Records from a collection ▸
=== Begin Enclosure ===

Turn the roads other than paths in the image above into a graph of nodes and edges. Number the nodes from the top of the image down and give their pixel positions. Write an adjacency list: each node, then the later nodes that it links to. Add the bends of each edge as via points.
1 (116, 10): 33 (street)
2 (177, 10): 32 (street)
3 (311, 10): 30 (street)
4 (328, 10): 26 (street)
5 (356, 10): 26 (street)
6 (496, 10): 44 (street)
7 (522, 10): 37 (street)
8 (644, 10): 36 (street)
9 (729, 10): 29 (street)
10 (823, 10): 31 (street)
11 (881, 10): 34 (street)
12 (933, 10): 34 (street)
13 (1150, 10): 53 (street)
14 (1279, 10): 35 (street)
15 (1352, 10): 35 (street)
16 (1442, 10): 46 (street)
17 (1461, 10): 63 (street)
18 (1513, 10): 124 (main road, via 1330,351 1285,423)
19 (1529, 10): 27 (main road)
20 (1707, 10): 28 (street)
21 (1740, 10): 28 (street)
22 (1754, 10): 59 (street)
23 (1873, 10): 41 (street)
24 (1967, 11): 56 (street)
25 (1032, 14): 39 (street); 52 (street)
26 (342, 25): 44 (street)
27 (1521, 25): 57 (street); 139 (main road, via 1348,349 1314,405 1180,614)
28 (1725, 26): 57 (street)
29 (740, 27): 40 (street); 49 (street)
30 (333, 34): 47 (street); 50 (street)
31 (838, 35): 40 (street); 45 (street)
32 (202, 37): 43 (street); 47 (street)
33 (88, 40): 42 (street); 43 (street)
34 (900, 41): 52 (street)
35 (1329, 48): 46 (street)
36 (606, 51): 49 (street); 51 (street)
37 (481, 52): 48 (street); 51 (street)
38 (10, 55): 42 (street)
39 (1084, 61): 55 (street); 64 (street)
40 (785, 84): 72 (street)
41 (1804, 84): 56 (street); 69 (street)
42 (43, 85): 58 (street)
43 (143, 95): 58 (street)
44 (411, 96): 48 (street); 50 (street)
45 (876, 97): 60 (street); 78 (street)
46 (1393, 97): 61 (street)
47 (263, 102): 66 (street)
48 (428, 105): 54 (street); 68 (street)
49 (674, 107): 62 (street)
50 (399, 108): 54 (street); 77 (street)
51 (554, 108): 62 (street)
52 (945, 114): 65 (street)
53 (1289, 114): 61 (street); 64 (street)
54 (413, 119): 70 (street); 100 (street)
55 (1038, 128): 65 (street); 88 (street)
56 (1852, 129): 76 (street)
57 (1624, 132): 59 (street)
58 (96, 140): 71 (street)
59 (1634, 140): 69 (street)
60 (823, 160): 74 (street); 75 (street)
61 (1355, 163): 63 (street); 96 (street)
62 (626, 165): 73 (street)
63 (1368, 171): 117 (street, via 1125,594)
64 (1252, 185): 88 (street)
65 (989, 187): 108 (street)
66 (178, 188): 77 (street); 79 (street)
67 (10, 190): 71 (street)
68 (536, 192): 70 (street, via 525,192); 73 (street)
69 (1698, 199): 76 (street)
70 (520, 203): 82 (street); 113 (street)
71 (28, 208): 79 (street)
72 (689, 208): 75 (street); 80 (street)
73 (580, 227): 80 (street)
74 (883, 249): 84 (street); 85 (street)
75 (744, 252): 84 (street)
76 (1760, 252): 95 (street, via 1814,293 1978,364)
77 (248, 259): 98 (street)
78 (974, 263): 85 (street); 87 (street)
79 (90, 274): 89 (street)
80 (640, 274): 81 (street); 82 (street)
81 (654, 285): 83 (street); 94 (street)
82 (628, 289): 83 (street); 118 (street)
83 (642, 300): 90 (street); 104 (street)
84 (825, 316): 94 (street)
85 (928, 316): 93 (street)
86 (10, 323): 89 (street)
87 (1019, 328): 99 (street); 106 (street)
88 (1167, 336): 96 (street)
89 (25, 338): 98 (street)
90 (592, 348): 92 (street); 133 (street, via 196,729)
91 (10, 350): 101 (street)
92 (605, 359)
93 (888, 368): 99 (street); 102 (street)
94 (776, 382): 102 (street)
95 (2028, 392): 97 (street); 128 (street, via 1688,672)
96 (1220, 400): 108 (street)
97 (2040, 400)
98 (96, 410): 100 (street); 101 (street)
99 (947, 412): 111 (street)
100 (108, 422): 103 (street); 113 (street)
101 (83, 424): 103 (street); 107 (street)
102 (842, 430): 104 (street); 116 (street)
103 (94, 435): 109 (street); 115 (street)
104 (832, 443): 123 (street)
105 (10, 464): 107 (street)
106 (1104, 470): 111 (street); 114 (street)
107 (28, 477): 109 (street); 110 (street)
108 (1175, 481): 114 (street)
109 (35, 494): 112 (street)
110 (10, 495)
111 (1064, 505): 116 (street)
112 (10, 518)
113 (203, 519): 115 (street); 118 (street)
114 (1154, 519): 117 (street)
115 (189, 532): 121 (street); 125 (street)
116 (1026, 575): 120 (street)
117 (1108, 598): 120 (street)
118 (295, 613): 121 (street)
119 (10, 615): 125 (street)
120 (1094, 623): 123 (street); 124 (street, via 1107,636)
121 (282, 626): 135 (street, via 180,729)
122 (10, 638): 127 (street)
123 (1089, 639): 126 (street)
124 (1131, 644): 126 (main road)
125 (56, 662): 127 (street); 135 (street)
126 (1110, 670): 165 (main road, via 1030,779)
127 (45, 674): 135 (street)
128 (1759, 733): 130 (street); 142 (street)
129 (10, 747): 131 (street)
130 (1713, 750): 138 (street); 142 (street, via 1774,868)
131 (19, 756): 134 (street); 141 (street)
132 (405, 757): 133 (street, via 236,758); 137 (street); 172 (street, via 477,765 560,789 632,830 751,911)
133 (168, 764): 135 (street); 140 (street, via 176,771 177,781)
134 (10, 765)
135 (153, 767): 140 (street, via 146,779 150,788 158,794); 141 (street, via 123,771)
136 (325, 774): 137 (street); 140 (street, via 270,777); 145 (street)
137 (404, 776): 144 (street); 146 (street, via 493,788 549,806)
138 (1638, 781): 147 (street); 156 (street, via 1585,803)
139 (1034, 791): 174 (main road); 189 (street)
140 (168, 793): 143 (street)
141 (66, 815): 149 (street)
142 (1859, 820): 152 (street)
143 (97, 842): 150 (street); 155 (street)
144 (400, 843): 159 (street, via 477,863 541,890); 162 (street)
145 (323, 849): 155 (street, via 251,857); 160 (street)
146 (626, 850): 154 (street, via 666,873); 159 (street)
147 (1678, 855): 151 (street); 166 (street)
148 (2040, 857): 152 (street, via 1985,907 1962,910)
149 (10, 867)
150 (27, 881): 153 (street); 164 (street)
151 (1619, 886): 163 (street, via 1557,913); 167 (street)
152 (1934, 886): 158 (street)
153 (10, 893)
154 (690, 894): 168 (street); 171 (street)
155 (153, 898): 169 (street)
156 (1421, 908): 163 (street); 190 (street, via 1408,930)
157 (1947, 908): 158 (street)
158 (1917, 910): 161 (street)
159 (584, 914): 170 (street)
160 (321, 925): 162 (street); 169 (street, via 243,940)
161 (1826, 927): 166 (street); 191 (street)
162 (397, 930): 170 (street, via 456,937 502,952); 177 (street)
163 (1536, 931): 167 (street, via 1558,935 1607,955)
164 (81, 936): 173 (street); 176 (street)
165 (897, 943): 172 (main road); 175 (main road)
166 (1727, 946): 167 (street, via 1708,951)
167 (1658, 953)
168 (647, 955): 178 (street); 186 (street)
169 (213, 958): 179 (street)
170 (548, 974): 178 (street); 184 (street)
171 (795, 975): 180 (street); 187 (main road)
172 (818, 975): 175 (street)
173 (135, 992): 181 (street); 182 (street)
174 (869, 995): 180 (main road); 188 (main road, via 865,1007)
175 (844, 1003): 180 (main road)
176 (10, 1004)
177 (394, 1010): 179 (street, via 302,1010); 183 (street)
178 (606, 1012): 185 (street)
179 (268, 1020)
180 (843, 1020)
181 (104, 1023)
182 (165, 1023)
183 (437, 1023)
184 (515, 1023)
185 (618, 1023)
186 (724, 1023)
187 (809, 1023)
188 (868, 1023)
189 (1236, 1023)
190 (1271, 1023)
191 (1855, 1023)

=== End Enclosure ===

What is needed ▸ Please show every line of the entries above that contains the word "main".

Response below ▸
18 (1513, 10): 124 (main road, via 1330,351 1285,423)
19 (1529, 10): 27 (main road)
27 (1521, 25): 57 (street); 139 (main road, via 1348,349 1314,405 1180,614)
124 (1131, 644): 126 (main road)
126 (1110, 670): 165 (main road, via 1030,779)
139 (1034, 791): 174 (main road); 189 (street)
165 (897, 943): 172 (main road); 175 (main road)
171 (795, 975): 180 (street); 187 (main road)
174 (869, 995): 180 (main road); 188 (main road, via 865,1007)
175 (844, 1003): 180 (main road)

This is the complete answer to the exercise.